What needs to be done =>
From the listing below, tally the lines that include "Mojave". Return only the total.

Data to process =>
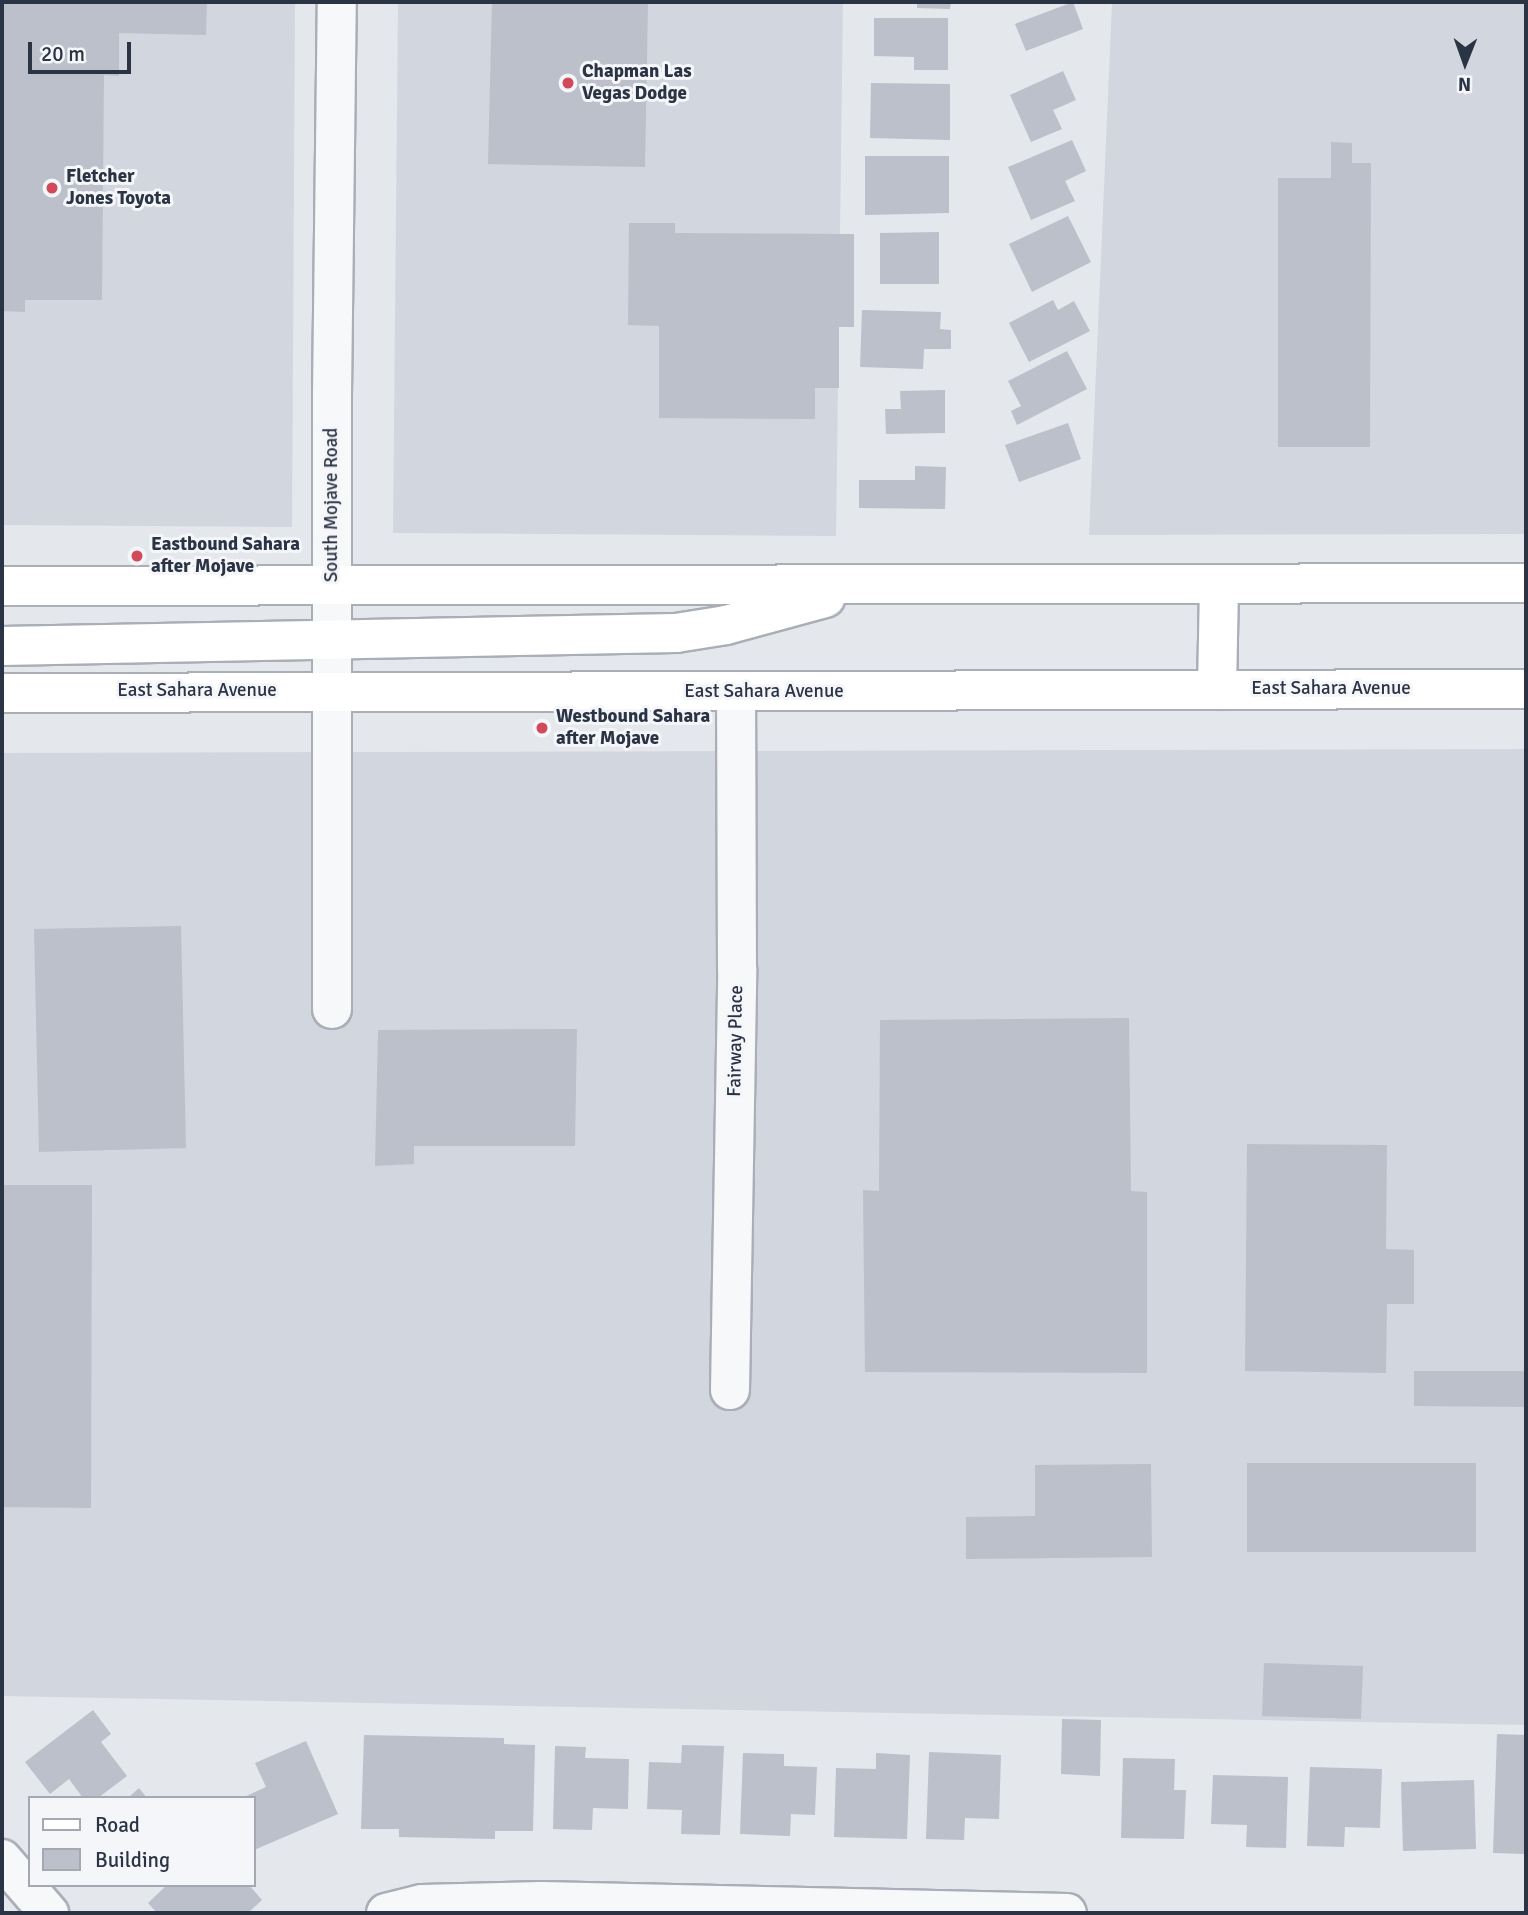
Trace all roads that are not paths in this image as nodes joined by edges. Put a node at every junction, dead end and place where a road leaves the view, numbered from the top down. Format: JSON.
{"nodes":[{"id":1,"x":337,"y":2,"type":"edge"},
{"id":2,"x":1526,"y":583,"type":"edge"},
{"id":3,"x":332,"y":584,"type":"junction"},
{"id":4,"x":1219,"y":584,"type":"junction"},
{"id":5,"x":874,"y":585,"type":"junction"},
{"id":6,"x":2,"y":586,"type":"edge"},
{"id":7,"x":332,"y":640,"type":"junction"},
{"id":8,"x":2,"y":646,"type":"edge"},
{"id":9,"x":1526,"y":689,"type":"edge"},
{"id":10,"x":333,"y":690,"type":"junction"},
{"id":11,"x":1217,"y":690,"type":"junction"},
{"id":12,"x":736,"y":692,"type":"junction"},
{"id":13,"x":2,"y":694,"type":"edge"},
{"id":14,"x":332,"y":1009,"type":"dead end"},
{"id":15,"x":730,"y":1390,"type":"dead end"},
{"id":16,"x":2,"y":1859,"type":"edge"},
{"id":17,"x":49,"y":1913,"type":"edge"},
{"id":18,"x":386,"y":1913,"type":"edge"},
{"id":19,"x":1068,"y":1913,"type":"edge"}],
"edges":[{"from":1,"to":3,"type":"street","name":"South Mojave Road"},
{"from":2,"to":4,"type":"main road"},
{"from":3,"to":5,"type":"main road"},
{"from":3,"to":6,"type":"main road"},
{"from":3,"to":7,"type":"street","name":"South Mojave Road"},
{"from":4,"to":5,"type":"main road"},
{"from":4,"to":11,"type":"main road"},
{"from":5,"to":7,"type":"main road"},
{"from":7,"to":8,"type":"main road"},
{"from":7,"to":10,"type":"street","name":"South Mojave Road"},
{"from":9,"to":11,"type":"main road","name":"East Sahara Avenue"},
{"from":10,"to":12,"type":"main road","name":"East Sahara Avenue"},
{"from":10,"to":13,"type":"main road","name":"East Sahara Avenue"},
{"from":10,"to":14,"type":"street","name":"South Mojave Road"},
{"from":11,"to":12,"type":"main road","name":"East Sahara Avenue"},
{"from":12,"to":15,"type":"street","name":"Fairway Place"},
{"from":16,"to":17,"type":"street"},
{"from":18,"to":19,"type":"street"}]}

Result for this task =>
4